[STORED DATA]

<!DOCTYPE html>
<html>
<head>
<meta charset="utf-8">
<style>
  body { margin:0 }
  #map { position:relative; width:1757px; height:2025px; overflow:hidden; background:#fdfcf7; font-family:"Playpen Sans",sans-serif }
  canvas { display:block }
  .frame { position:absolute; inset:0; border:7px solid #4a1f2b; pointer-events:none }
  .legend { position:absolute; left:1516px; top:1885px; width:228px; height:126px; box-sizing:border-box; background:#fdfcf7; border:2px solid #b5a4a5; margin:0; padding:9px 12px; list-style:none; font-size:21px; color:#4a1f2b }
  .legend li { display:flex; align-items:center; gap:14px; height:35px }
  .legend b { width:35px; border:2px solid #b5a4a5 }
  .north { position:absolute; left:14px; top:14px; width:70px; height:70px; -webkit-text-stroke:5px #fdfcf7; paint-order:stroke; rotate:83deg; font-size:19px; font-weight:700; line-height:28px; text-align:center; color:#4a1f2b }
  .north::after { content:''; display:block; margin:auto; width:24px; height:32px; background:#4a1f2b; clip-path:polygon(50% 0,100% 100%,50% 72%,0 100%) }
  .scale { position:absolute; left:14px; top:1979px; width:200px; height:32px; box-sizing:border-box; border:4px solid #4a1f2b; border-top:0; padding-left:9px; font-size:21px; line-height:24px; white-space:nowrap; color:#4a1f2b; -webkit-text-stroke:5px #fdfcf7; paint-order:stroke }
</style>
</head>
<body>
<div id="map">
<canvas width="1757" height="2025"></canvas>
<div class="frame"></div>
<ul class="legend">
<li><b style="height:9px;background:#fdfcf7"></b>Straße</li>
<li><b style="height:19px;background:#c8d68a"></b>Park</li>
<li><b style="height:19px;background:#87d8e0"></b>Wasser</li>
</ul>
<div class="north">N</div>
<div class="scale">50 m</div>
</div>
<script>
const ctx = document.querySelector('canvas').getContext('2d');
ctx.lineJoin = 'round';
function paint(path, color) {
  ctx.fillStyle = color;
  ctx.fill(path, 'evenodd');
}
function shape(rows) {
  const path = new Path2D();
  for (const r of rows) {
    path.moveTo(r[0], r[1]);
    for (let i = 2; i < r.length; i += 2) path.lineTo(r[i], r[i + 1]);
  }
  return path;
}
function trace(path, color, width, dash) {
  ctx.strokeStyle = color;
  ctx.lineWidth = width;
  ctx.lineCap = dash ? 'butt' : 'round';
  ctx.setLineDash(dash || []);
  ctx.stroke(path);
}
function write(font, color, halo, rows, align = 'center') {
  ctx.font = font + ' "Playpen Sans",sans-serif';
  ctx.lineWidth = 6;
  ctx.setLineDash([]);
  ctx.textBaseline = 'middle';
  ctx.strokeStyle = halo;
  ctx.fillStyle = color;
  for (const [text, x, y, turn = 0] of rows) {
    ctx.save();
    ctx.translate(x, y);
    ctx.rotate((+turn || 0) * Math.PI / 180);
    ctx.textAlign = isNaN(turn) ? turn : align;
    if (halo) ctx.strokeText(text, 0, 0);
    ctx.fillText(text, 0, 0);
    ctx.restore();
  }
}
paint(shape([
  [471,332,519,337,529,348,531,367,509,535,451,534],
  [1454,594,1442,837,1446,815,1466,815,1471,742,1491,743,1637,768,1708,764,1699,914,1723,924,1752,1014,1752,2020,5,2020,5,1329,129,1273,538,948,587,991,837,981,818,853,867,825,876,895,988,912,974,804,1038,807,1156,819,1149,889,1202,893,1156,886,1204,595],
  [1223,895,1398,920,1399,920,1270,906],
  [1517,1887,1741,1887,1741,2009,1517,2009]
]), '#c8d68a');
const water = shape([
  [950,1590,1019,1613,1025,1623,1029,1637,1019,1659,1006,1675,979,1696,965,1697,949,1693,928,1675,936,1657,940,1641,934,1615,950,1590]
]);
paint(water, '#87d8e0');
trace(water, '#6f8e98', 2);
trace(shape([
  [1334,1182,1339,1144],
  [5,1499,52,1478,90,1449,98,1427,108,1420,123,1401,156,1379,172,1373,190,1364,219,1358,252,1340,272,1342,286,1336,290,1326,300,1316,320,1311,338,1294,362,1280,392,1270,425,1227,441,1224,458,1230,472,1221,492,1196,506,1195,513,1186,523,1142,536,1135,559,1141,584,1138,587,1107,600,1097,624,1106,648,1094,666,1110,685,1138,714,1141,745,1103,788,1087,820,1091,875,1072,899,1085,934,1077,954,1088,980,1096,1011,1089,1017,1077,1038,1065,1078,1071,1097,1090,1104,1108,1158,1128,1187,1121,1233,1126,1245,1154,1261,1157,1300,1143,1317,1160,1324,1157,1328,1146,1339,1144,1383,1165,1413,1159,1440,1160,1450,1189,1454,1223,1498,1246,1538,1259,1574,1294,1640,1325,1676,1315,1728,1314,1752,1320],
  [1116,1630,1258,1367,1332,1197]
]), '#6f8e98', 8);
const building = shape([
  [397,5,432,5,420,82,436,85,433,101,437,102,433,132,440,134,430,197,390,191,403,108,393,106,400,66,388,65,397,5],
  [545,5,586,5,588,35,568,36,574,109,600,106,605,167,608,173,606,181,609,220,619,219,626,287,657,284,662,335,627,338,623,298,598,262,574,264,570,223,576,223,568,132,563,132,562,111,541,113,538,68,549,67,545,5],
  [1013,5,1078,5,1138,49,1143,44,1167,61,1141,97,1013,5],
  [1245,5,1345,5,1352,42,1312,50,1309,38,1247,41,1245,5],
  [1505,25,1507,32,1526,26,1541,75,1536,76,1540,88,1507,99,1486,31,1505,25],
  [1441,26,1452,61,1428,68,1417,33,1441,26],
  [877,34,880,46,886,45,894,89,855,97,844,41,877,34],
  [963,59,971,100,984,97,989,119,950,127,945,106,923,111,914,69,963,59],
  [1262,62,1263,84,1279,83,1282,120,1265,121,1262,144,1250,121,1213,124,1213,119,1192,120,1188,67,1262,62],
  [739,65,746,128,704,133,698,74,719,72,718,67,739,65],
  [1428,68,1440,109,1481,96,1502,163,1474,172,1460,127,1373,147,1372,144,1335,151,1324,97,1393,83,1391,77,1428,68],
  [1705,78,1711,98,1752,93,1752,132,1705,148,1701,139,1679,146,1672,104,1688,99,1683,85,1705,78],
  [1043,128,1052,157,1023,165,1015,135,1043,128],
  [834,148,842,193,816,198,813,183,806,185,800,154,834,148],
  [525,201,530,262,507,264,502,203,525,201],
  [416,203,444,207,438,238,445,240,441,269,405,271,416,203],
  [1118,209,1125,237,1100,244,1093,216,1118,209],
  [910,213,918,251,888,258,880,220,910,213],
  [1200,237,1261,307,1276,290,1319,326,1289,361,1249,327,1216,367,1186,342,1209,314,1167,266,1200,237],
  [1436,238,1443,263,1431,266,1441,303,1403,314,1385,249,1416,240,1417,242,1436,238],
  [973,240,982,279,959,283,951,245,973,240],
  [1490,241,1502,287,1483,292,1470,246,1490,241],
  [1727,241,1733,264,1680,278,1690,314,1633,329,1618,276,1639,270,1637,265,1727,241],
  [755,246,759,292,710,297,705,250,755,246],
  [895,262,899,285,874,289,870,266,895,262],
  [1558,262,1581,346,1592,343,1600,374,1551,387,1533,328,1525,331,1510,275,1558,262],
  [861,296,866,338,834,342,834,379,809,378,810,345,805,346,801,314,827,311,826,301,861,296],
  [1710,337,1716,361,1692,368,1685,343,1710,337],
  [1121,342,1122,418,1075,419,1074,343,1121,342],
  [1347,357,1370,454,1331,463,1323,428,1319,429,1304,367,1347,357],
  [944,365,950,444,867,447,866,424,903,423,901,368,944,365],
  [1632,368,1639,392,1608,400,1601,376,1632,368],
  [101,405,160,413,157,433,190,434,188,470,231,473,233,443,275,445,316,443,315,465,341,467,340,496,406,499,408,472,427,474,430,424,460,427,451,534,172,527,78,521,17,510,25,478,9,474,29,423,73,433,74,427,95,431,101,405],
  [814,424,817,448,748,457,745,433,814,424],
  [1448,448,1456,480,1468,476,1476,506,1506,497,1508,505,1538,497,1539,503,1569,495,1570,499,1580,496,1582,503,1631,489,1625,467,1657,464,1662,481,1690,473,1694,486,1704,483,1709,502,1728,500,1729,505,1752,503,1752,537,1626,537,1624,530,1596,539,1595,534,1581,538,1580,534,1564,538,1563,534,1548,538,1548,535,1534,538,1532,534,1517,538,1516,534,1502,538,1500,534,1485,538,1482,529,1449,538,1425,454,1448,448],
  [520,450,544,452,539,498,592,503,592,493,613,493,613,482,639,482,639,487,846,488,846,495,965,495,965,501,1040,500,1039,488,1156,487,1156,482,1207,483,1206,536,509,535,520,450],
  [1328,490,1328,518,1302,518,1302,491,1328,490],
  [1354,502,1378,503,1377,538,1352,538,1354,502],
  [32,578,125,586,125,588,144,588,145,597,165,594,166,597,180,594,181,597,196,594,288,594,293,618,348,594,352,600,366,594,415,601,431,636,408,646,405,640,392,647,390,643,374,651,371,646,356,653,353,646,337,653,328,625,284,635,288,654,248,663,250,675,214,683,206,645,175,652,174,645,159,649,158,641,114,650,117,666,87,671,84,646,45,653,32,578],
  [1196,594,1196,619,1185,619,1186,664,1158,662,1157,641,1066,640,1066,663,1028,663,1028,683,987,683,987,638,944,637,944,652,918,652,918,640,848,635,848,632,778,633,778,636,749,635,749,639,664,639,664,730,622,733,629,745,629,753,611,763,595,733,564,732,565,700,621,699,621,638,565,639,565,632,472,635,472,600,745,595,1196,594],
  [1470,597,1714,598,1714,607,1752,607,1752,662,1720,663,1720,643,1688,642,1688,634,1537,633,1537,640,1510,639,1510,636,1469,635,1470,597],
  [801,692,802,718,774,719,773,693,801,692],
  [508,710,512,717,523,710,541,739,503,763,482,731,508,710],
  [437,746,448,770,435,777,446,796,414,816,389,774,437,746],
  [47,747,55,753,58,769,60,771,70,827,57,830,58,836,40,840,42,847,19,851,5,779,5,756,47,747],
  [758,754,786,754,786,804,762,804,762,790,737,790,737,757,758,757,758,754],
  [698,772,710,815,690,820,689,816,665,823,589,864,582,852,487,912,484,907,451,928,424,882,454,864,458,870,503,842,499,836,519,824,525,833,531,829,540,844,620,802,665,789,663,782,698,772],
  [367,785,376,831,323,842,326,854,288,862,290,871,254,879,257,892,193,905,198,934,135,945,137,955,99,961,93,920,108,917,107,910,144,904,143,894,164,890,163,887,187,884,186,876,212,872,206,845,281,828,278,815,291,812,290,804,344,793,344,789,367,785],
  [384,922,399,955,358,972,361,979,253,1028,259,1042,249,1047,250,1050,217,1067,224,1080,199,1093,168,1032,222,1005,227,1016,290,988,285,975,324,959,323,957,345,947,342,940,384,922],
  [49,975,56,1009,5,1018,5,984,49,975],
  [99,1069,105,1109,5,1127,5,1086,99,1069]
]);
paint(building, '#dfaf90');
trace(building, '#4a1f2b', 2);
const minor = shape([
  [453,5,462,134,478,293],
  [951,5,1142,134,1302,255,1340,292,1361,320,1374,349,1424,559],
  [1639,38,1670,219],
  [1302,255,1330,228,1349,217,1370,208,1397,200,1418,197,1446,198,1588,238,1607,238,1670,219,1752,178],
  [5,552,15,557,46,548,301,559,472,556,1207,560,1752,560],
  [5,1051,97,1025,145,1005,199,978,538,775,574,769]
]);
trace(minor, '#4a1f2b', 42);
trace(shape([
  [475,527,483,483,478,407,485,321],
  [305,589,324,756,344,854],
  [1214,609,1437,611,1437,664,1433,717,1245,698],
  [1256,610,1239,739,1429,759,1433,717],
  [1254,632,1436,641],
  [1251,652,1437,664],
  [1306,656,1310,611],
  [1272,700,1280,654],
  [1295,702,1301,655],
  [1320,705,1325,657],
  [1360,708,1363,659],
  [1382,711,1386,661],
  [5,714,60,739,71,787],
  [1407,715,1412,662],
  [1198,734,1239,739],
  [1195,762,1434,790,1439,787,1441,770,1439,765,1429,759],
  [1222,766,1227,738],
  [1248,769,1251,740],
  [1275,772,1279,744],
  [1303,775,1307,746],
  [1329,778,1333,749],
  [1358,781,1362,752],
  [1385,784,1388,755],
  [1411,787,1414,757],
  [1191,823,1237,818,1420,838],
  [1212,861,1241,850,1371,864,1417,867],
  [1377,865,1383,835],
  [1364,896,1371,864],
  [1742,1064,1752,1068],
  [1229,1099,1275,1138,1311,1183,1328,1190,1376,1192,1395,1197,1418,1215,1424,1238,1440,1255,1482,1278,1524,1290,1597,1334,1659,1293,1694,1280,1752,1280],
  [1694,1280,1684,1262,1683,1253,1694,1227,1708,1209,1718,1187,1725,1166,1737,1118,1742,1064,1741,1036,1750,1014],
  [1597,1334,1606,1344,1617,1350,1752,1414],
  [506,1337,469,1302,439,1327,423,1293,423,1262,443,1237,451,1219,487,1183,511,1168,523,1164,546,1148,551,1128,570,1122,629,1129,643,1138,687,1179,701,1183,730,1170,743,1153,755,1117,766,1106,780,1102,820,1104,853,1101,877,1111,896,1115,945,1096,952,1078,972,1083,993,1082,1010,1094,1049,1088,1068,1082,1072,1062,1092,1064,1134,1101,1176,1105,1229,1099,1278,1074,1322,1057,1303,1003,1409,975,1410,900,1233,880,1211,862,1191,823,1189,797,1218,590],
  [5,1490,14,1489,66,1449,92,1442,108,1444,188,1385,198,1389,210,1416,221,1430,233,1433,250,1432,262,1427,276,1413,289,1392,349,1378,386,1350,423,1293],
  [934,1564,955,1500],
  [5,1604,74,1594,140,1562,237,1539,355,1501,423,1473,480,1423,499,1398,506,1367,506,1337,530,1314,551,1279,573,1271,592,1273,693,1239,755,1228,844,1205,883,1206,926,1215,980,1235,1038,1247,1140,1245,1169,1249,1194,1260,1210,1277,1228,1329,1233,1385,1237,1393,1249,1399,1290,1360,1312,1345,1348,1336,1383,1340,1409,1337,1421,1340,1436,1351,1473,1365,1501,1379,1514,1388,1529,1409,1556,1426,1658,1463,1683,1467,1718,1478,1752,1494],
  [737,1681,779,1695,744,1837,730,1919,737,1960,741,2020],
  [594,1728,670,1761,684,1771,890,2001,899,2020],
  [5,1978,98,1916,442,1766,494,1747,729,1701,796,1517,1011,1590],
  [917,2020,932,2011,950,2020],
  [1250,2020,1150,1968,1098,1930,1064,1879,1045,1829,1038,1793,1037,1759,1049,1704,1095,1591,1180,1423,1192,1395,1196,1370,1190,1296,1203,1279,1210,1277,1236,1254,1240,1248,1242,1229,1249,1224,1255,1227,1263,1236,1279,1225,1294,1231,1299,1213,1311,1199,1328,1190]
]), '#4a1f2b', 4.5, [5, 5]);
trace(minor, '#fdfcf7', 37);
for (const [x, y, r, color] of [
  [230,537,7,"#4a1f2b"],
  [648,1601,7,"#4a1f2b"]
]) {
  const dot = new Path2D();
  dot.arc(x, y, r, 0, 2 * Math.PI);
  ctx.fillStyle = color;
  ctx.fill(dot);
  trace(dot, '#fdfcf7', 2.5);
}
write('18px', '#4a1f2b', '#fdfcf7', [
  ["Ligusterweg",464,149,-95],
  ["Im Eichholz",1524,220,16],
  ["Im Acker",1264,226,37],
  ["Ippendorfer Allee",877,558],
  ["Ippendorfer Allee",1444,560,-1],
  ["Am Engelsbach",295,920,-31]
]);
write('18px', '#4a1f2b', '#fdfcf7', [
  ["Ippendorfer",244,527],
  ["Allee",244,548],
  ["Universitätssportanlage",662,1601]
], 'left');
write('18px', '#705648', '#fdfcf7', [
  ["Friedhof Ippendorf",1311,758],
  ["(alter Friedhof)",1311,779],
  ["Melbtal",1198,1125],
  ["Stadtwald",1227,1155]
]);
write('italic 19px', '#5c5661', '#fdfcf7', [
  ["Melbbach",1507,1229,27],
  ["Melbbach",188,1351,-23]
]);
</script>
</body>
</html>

[WORK REQUIRED] Gather each line of the listing that holds the string "setLineDash".

[OUTPUT OF THE TASK]
  ctx.setLineDash(dash || []);
  ctx.setLineDash([]);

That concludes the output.